Text by Hardika Dayalani | Photos by Ritayan Mukherjee
A fortnight after Diwali, on the day of Kartik Poornima, a village in Bihar named Sonepur, located at the confluence of the rivers Ganga and Gandak, hosts Asia's largest cattle fair. It attracts traders from as far as Central Asia, and goes on for close to a month. The cattle fair is held in commemoration of Vishnu, who, in Harihar Nath avatar, rescued the devout elephant Gaj Grah from being maimed by an attacking crocodile, while the former was paying him obeisance. Hence, the temple of Harihar Nath, along with activities like taking a holy dip in the rivers, and ceremonial bathing of elephants are central to the carnival.

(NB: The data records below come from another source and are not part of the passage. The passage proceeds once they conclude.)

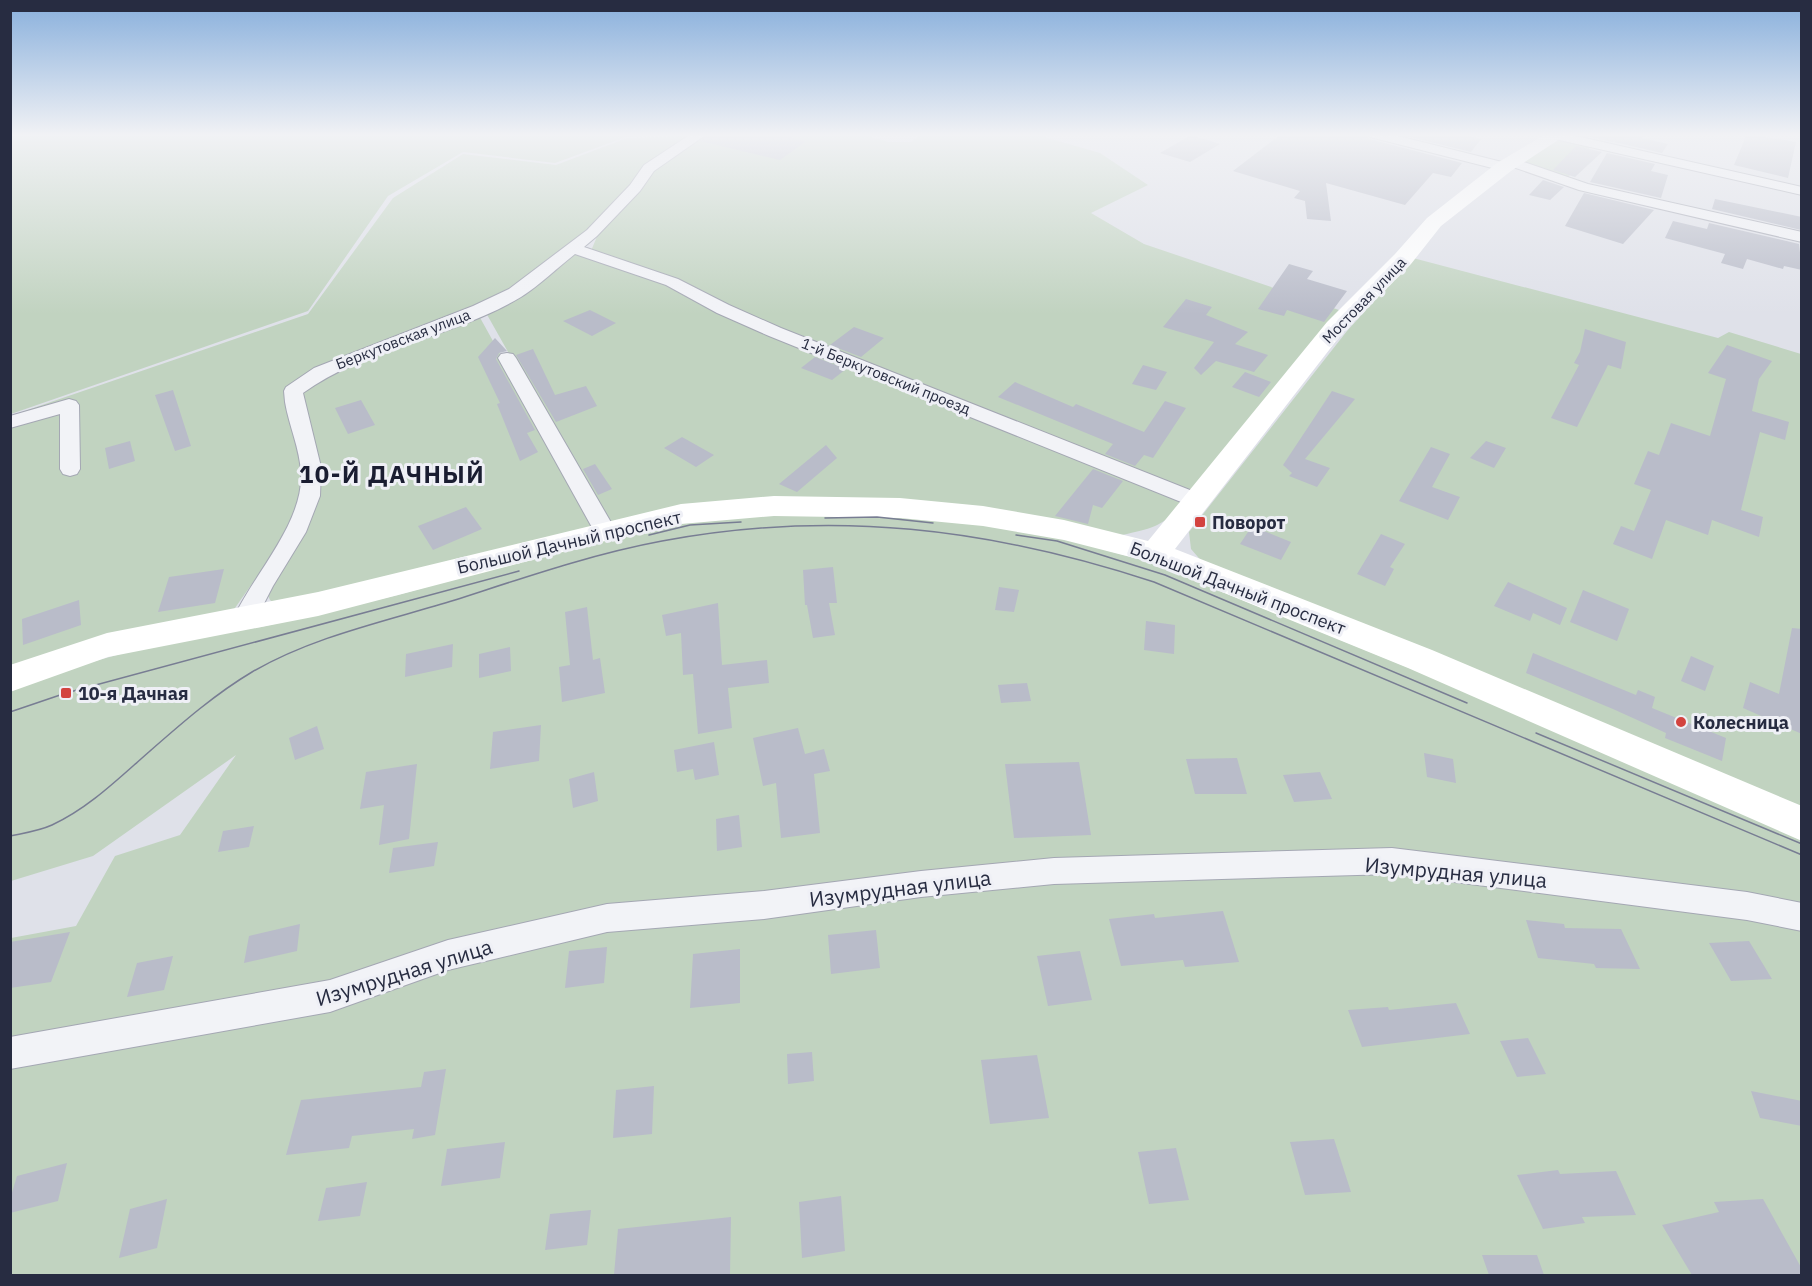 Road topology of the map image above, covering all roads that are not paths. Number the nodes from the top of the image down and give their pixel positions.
1 (629, 194) edge
2 (1470, 194) edge
3 (1615, 194) edge
4 (1802, 237) edge
5 (575, 249) junction
6 (507, 358) dead end
7 (10, 422) edge
8 (70, 469) dead end
9 (1198, 501) junction
10 (605, 531) junction
11 (1155, 553) junction
12 (246, 617) junction
13 (10, 679) edge
14 (1802, 824) edge
15 (1802, 917) edge
16 (10, 1053) edge

1 - 5 street, Беркутовская улица
2 - 9 main road, Мостовая улица
3 - 4 street
5 - 9 street, 1-й Беркутовский проезд
5 - 12 street, Беркутовская улица
6 - 10 street
7 - 8 street
9 - 11 main road, Мостовая улица
10 - 11 main road, Большой Дачный проспект
10 - 12 main road, Большой Дачный проспект
11 - 14 main road, Большой Дачный проспект
12 - 13 main road, Большой Дачный проспект
15 - 16 street, Изумрудная улица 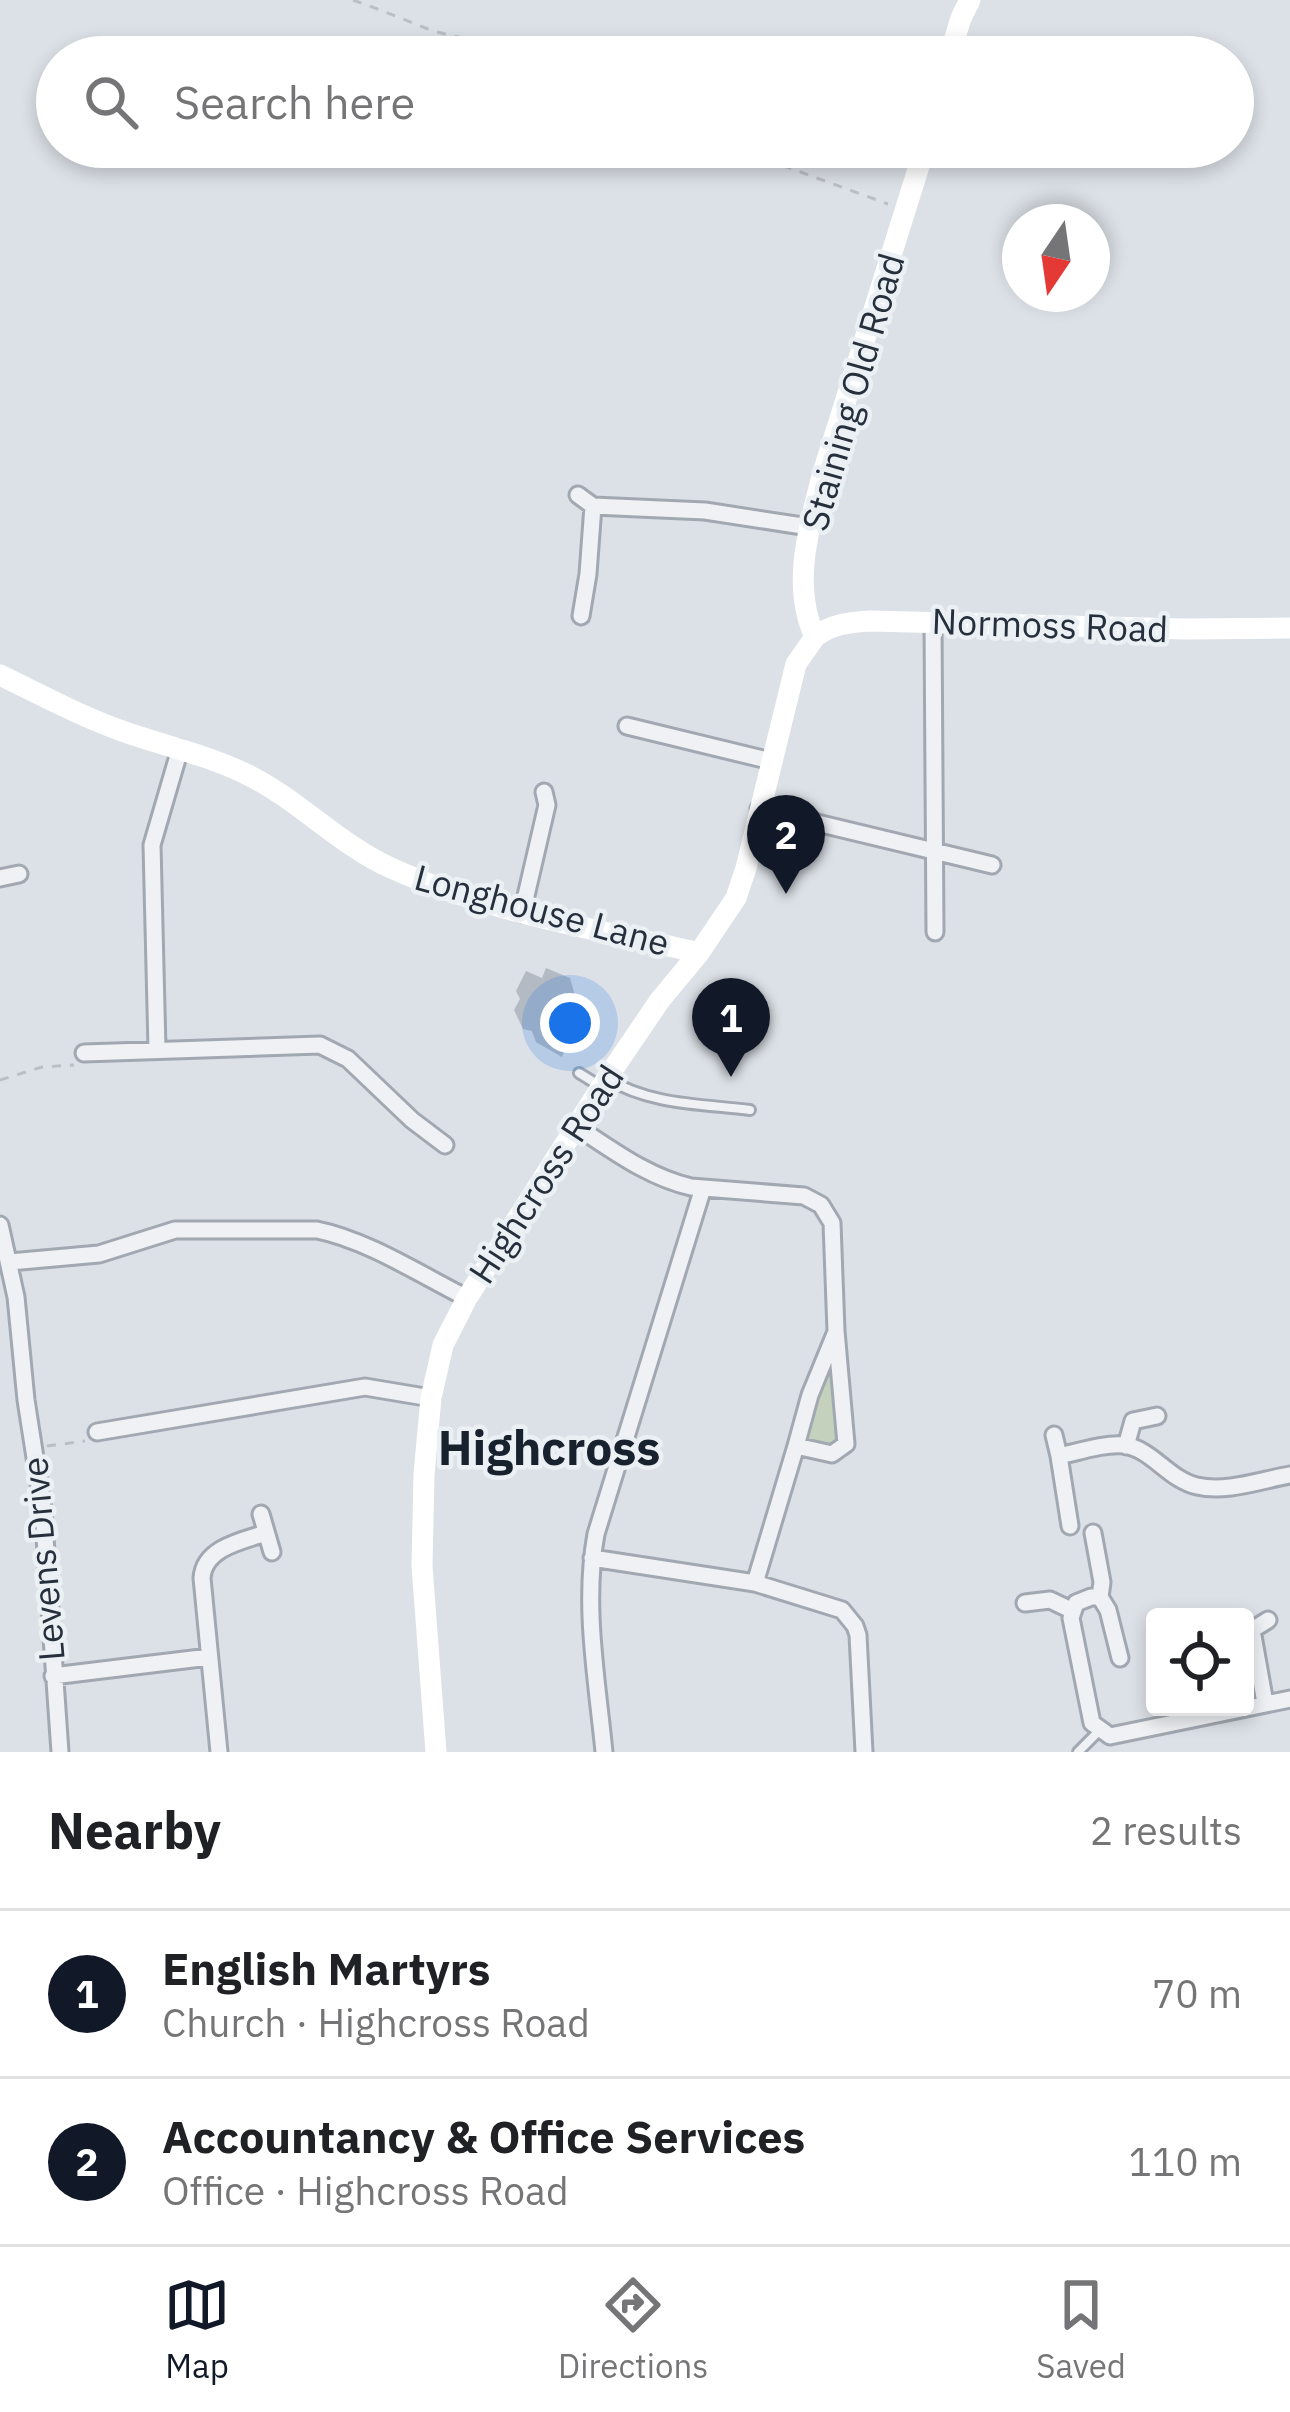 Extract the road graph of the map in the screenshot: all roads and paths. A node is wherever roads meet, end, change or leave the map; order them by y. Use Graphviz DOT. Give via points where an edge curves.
graph roads {
  1 [pos="353,0"];
  2 [pos="970,0"];
  3 [pos="455,36"];
  4 [pos="955,36"];
  5 [pos="789,168"];
  6 [pos="919,168"];
  7 [pos="906,211"];
  8 [pos="578,495"];
  9 [pos="593,506"];
  10 [pos="809,527"];
  11 [pos="581,616"];
  12 [pos="933,622"];
  13 [pos="1290,628"];
  14 [pos="815,638"];
  15 [pos="0,675"];
  16 [pos="627,726"];
  17 [pos="180,748"];
  18 [pos="771,761"];
  19 [pos="544,792"];
  20 [pos="760,809"];
  21 [pos="935,853"];
  22 [pos="992,865"];
  23 [pos="19,874"];
  24 [pos="0,878"];
  25 [pos="523,913"];
  26 [pos="935,932"];
  27 [pos="699,953"];
  28 [pos="157,1049"];
  29 [pos="84,1053"];
  30 [pos="579,1073"];
  31 [pos="0,1080"];
  32 [pos="604,1083"];
  33 [pos="750,1110"];
  34 [pos="577,1127"];
  35 [pos="445,1145"];
  36 [pos="704,1188"];
  37 [pos="0,1225"];
  38 [pos="10,1262"];
  39 [pos="466,1298"];
  40 [pos="836,1331"];
  41 [pos="431,1398"];
  42 [pos="1157,1417"];
  43 [pos="97,1432"];
  44 [pos="1054,1435"];
  45 [pos="796,1446"];
  46 [pos="1126,1446"];
  47 [pos="33,1448"];
  48 [pos="1059,1456"];
  49 [pos="1290,1475"];
  50 [pos="261,1514"];
  51 [pos="1070,1526"];
  52 [pos="266,1533"];
  53 [pos="1093,1533"];
  54 [pos="272,1552"];
  55 [pos="592,1558"];
  56 [pos="754,1583"];
  57 [pos="1100,1597"];
  58 [pos="1025,1603"];
  59 [pos="1071,1610"];
  60 [pos="1268,1620"];
  61 [pos="1254,1626"];
  62 [pos="1254,1655"];
  63 [pos="209,1657"];
  64 [pos="1120,1658"];
  65 [pos="53,1676"];
  66 [pos="1290,1699"];
  67 [pos="1265,1703"];
  68 [pos="1107,1740"];
  69 [pos="60,1752"];
  70 [pos="219,1752"];
  71 [pos="436,1752"];
  72 [pos="604,1752"];
  73 [pos="864,1752"];
  74 [pos="1078,1752"];
  1 -- 3 [label="path"];
  2 -- 4 [label="main road"];
  5 -- 7 [label="path"];
  6 -- 7 [label="main road, Staining Old Road"];
  7 -- 10 [label="main road, Staining Old Road"];
  8 -- 9 [label="street"];
  9 -- 10 [label="street"];
  9 -- 11 [label="street"];
  10 -- 14 [label="main road, Staining Old Road" via="803,596"];
  12 -- 13 [label="main road, Normoss Road"];
  12 -- 14 [label="main road, Normoss Road" via="853,622"];
  12 -- 21 [label="street"];
  14 -- 18 [label="main road, Highcross Road" via="796,664"];
  15 -- 17 [label="main road, Longhouse Lane"];
  16 -- 18 [label="street"];
  17 -- 25 [label="main road, Longhouse Lane" via="280,794 388,867"];
  17 -- 28 [label="street" via="152,844"];
  18 -- 20 [label="main road, Highcross Road"];
  19 -- 25 [label="street"];
  20 -- 21 [label="street"];
  20 -- 27 [label="main road, Highcross Road" via="736,898"];
  21 -- 22 [label="street"];
  21 -- 26 [label="street"];
  23 -- 24 [label="street"];
  25 -- 27 [label="main road, Longhouse Lane" via="543,928"];
  27 -- 32 [label="main road, Highcross Road"];
  28 -- 29 [label="street"];
  28 -- 35 [label="street" via="329,1048"];
  29 -- 31 [label="path" via="79,1064"];
  30 -- 32 [label="lane"];
  32 -- 33 [label="lane" via="649,1098"];
  32 -- 34 [label="main road, Highcross Road"];
  34 -- 36 [label="street" via="650,1173"];
  34 -- 39 [label="main road, Highcross Road"];
  36 -- 40 [label="street" via="804,1196 820,1205 832,1222"];
  36 -- 55 [label="street"];
  37 -- 38 [label="street, Levens Drive"];
  38 -- 39 [label="street" via="99,1253 176,1230 317,1230"];
  38 -- 47 [label="street, Levens Drive"];
  39 -- 41 [label="main road, Highcross Road" via="442,1345"];
  40 -- 45 [label="street"];
  40 -- 45 [label="street" via="846,1444 832,1454"];
  41 -- 43 [label="street" via="365,1387"];
  41 -- 71 [label="main road, Highcross Road" via="422,1566"];
  42 -- 46 [label="street" via="1133,1421"];
  43 -- 47 [label="path" via="96,1440"];
  44 -- 48 [label="street"];
  45 -- 56 [label="street"];
  46 -- 48 [label="street"];
  46 -- 49 [label="street" via="1202,1487"];
  47 -- 65 [label="street, Levens Drive"];
  48 -- 51 [label="street"];
  50 -- 52 [label="street"];
  52 -- 54 [label="street"];
  52 -- 63 [label="street" via="211,1554 203,1565"];
  53 -- 57 [label="street"];
  55 -- 56 [label="street"];
  55 -- 72 [label="street"];
  56 -- 73 [label="street" via="842,1610 855,1626"];
  57 -- 59 [label="street"];
  57 -- 64 [label="street"];
  58 -- 59 [label="street" via="1050,1600"];
  59 -- 68 [label="street" via="1092,1723"];
  60 -- 61 [label="street"];
  62 -- 67 [label="street"];
  63 -- 65 [label="street"];
  63 -- 70 [label="street"];
  65 -- 69 [label="street, Levens Drive"];
  66 -- 67 [label="street"];
  67 -- 68 [label="street"];
  68 -- 74 [label="lane"];
} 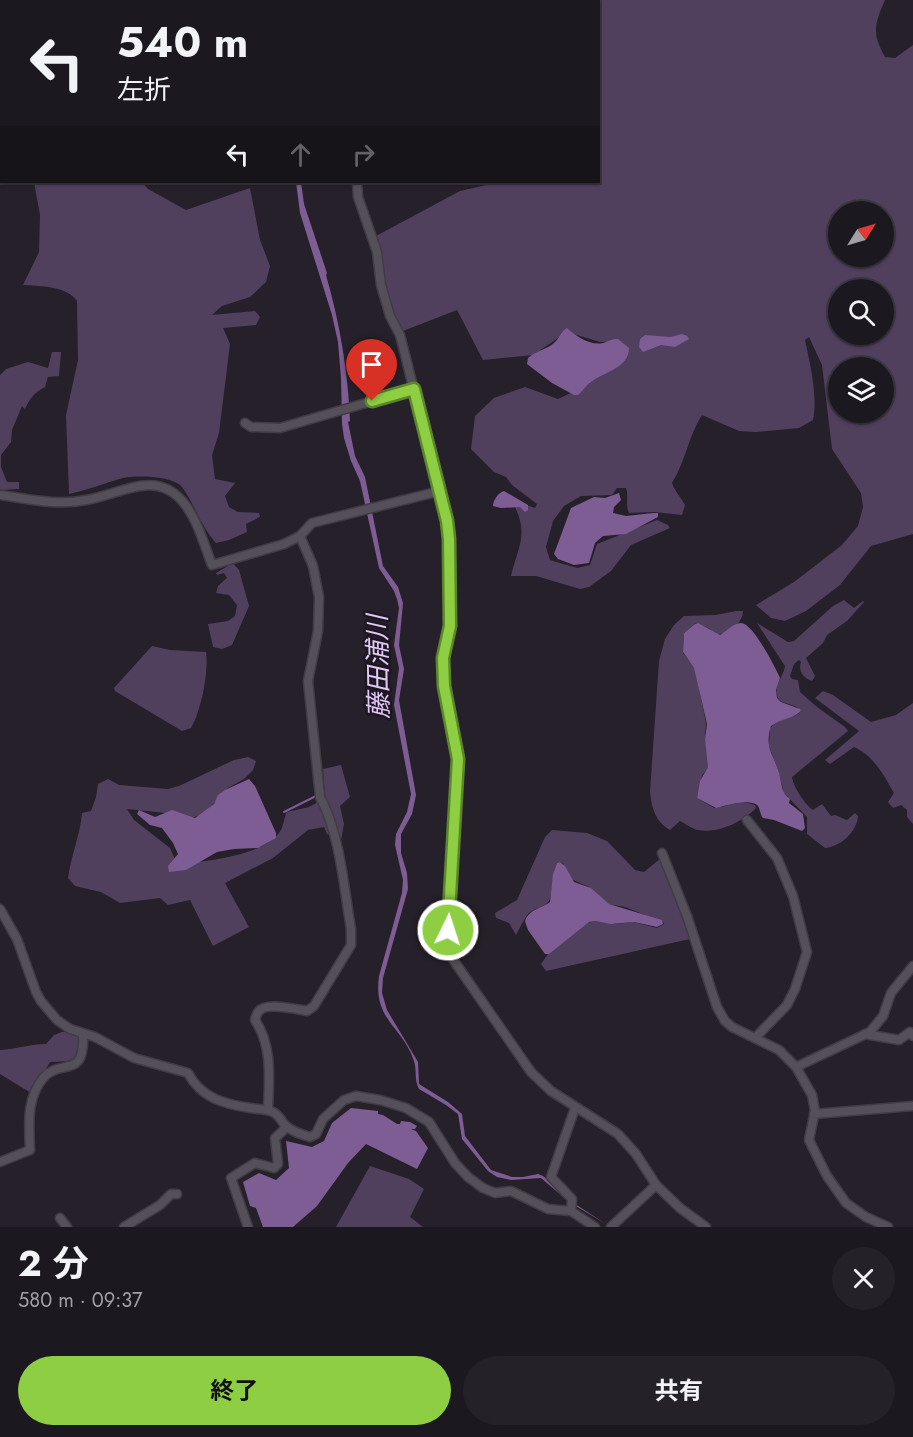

The fair is also historically significant, as Chandragupta Maurya is believed to have bought elephants for his army from here. Besides elephants, various breeds of dogs, donkeys, ponies, Persian horses, goats, bulls, buffaloes, as well as a large variety of birds (some illegal) can be seen at the fair.
Above photo: A boy observes a fortuneteller machine outside Sonepur station.
Thousands of devotees gather at the bank of the Gandak river for a holy dip on the day of Kartik Poornima.
Horse owners from near and far assemble at the fairground. Horses are among the major attractions at the fair.
Villagers who believe their family members to be possessed bring them to the priests at the fairground for cure.
Above image: A boy and his newly purchased horse on their way back home.
Elephant owners bring their elephants for bathing at the fair. Bathing elephants at the Gandak river is considered auspicious. However, unfortunately, as the Gandak has changed its course, this ritual is now a rare sight.
In this image: The crowd eagerly awaits the start of 'Maut ka Kua' (The well of death), a game where bike and car drivers perform dangerous stunts.
Seen here: Not very far from the fairground, a transgender person offers blessing to a kid.
Cattle traders and villagers flock to the makeshift theatres. There are around 12 to 15 theatre performances held at the fairground, traditionally known as Nautanki. Each theatre comprises anywhere between 50 to 70 girls, who dance and entertain huge crowds from 5 pm to 11 pm.
In this image: A horse is seen relaxing on the ground after winning a race.
A devotee awaits her relative's arrival at the fairground.
On the last day of the fair, a man stands next to the empty river bed.
Banner image: Scene from a morning at the fair ground.